Pada Jum’at (18/10), Pusat Studi Psikologi Indijinus dan Budaya (CICP) menyelenggarakan Angkringan ketiga belas dengan topik “Kesehatan Jiwa Masyarakat: Perspektif Konsumen dan Aksi Komunitas”. Angkringan kali ini dilaksanakan secara hibrida, daring melalui platform Zoom dan tatap muka di Ruang D-506 Fakultas Psikologi Universitas Gadjah Mada. Angkringan yang membahas kesehatan mental masyarakat dengan integrasi budaya dan komunitas ini menghadirkan dua narasumber yang ahli di bidangnya.
Narasumber pertama, yaitu Mas Regisda Machdy, S.Psi., M.Sc. yang merupakan penulis buku Best Seller “Loving the Wounded Soul”. Mas Regis menceritakan pengalamannya menjadi survivor kesehatan jiwa. Beliau menjalani berbagai intervensi baik medis maupun tradisional hingga lintas budaya. Perjalanan tersebut menjadi pengalaman yang sangat bermakna dalam kehidupan Mas Regis. Salah satu dari pernyataan yang disampaikan Mas Regis adalah “Apabila sedang menghadapi masalah dan merasa memiliki isu kesehatan mental, kita tidak hanya fokus pada upaya pengobatan klinis. Perbaiki juga hubungan dengan orang lain, makhluk lain, ataupun dengan Tuhan. Kadang tidak semua orang butuh terapi, namun bisa saja hanya butuh terkoneksi dengan orang lain”.

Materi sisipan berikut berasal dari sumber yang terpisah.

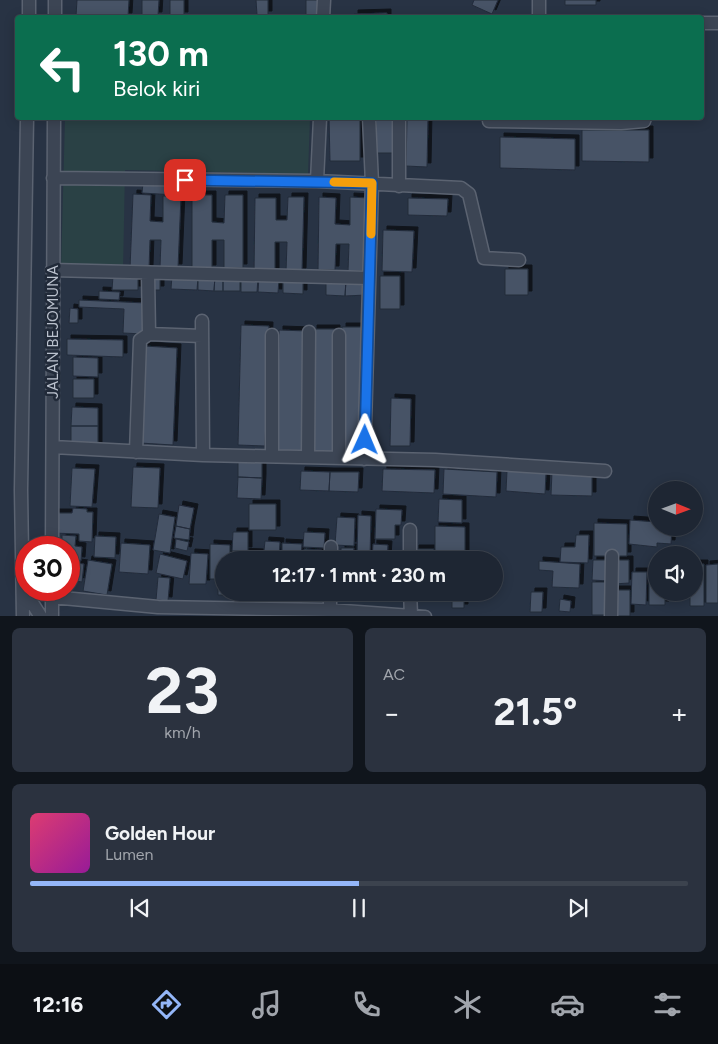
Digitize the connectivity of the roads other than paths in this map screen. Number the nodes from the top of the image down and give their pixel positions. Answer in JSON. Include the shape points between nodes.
{"nodes":[{"id":1,"x":29,"y":0,"type":"edge"},
{"id":2,"x":55,"y":0,"type":"edge"},
{"id":3,"x":324,"y":0,"type":"edge"},
{"id":4,"x":539,"y":0,"type":"edge"},
{"id":5,"x":29,"y":15,"type":"edge"},
{"id":6,"x":55,"y":15,"type":"edge"},
{"id":7,"x":323,"y":15,"type":"edge"},
{"id":8,"x":539,"y":15,"type":"edge"},
{"id":9,"x":704,"y":23,"type":"edge"},
{"id":10,"x":718,"y":23,"type":"edge"},
{"id":11,"x":27,"y":120,"type":"edge"},
{"id":12,"x":54,"y":120,"type":"edge"},
{"id":13,"x":320,"y":120,"type":"edge"},
{"id":14,"x":369,"y":120,"type":"edge"},
{"id":15,"x":399,"y":120,"type":"edge"},
{"id":16,"x":644,"y":120,"type":"edge"},
{"id":17,"x":489,"y":121,"type":"dead end"},
{"id":18,"x":53,"y":178,"type":"junction"},
{"id":19,"x":317,"y":181,"type":"junction"},
{"id":20,"x":372,"y":183,"type":"junction"},
{"id":21,"x":399,"y":186,"type":"junction"},
{"id":22,"x":519,"y":260,"type":"dead end"},
{"id":23,"x":52,"y":270,"type":"junction"},
{"id":24,"x":148,"y":274,"type":"junction"},
{"id":25,"x":369,"y":278,"type":"junction"},
{"id":26,"x":202,"y":321,"type":"dead end"},
{"id":27,"x":309,"y":332,"type":"dead end"},
{"id":28,"x":149,"y":334,"type":"junction"},
{"id":29,"x":339,"y":334,"type":"dead end"},
{"id":30,"x":272,"y":335,"type":"dead end"},
{"id":31,"x":202,"y":336,"type":"junction"},
{"id":32,"x":53,"y":448,"type":"junction"},
{"id":33,"x":136,"y":452,"type":"junction"},
{"id":34,"x":203,"y":455,"type":"junction"},
{"id":35,"x":272,"y":456,"type":"junction"},
{"id":36,"x":308,"y":457,"type":"junction"},
{"id":37,"x":339,"y":458,"type":"junction"},
{"id":38,"x":364,"y":458,"type":"junction"},
{"id":39,"x":605,"y":471,"type":"dead end"},
{"id":40,"x":410,"y":530,"type":"dead end"},
{"id":41,"x":22,"y":536,"type":"edge"},
{"id":42,"x":52,"y":536,"type":"edge"},
{"id":43,"x":331,"y":547,"type":"dead end"},
{"id":44,"x":331,"y":551,"type":"edge"},
{"id":45,"x":410,"y":551,"type":"edge"},
{"id":46,"x":612,"y":556,"type":"dead end"},
{"id":47,"x":80,"y":598,"type":"edge"},
{"id":48,"x":24,"y":601,"type":"edge"},
{"id":49,"x":32,"y":601,"type":"edge"},
{"id":50,"x":52,"y":601,"type":"edge"},
{"id":51,"x":330,"y":601,"type":"edge"},
{"id":52,"x":408,"y":601,"type":"edge"},
{"id":53,"x":330,"y":610,"type":"junction"},
{"id":54,"x":158,"y":612,"type":"edge"},
{"id":55,"x":23,"y":616,"type":"edge"},
{"id":56,"x":42,"y":616,"type":"edge"},
{"id":57,"x":52,"y":616,"type":"edge"},
{"id":58,"x":405,"y":616,"type":"edge"},
{"id":59,"x":425,"y":616,"type":"edge"},
{"id":60,"x":611,"y":616,"type":"edge"}],
"edges":[{"from":1,"to":5,"type":"street"},
{"from":2,"to":6,"type":"street"},
{"from":3,"to":7,"type":"street"},
{"from":4,"to":8,"type":"street"},
{"from":9,"to":10,"type":"street"},
{"from":11,"to":41,"type":"street"},
{"from":12,"to":18,"type":"street","name":"JALAN BEJOMUNA"},
{"from":13,"to":19,"type":"street"},
{"from":14,"to":20,"type":"street"},
{"from":15,"to":21,"type":"street"},
{"from":16,"to":17,"type":"street","via":[[621,123]]},
{"from":18,"to":19,"type":"street"},
{"from":18,"to":23,"type":"street","name":"JALAN BEJOMUNA"},
{"from":19,"to":20,"type":"street"},
{"from":20,"to":21,"type":"street"},
{"from":20,"to":25,"type":"street"},
{"from":21,"to":22,"type":"street","via":[[461,188],[469,194],[484,258]]},
{"from":23,"to":24,"type":"street"},
{"from":23,"to":32,"type":"street","name":"JALAN BEJOMUNA"},
{"from":24,"to":25,"type":"street"},
{"from":24,"to":28,"type":"street"},
{"from":25,"to":38,"type":"street"},
{"from":26,"to":31,"type":"street"},
{"from":27,"to":36,"type":"street"},
{"from":28,"to":31,"type":"street"},
{"from":28,"to":33,"type":"street","via":[[140,340]]},
{"from":29,"to":37,"type":"street"},
{"from":30,"to":35,"type":"street"},
{"from":31,"to":34,"type":"street"},
{"from":32,"to":33,"type":"street"},
{"from":32,"to":42,"type":"street","name":"JALAN BEJOMUNA"},
{"from":33,"to":34,"type":"street"},
{"from":34,"to":35,"type":"street"},
{"from":35,"to":36,"type":"street"},
{"from":36,"to":37,"type":"street"},
{"from":37,"to":38,"type":"street"},
{"from":38,"to":39,"type":"street"},
{"from":40,"to":45,"type":"street"},
{"from":43,"to":44,"type":"street"},
{"from":46,"to":60,"type":"street"},
{"from":47,"to":54,"type":"street"},
{"from":48,"to":55,"type":"street"},
{"from":49,"to":56,"type":"street"},
{"from":50,"to":57,"type":"street"},
{"from":51,"to":53,"type":"street"},
{"from":52,"to":58,"type":"street"},
{"from":53,"to":54,"type":"street"},
{"from":53,"to":58,"type":"street"},
{"from":58,"to":59,"type":"street"}]}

Narasumber kedua, yaitu Mbak Aspi Kristiati, S.KM., M.A. Mbak Aspi dari Yayasan Nawakamal Mitra Semesta. Mbak Aspi sudah lama berkecimpung pada praktisi kesehatan jiwa berbasis komunitas. Menurut Mbak Aspi, lintas budaya dapat mempengaruhi perbedaan gejala kesehatan jiwa seperti perbedaan waham yang muncul pada survivor di daerah timur dan barat. Hal tersebut memerlukan perbedaan intervensi sesuai dengan budaya setempat. Dengan demikian, sebelum memberikan edukasi kesehatan mental pada masyarakat, praktisi perlu mengetahui dan melibatkan tokoh-tokoh yang dipercayai oleh masyarakat di wilayah tersebut. Tokoh-tokoh yang dimaksud seperti masyarakat dukun, ulama, mempercayai romo/pater, pendeta, dan lainnya.
Sebagai penutup dari Mbak Aspi, beliau mengatakan bahwa “Pentingnya kolaborasi akademisi, peran masyarakat, dan praktisi dalam upaya menjaga kesehatan jiwa. Akademisi tidak hanya memenuhi tugas penelitian dan kebutuhan pribadi, namun dapat memberikan implementasi pada masyarakat dan memberikan evaluasi pada praktisi untuk meningkatkan kesehatan mental”.
Angkringan yang dilaksanakan secara hibrida ini dihadiri oleh berbagai kalangan yang tertarik dengan isu-isu kesehatan mental dan budaya. Dimoderatori oleh Faiqal Dima Hanif, sesi Angkringan CICP ke-13 berlangsung dengan sangat baik. Antusias peserta di ruang diskusi secara luring maupun daring terlihat saat sesi penyampaian materi dan sesi tanya jawab.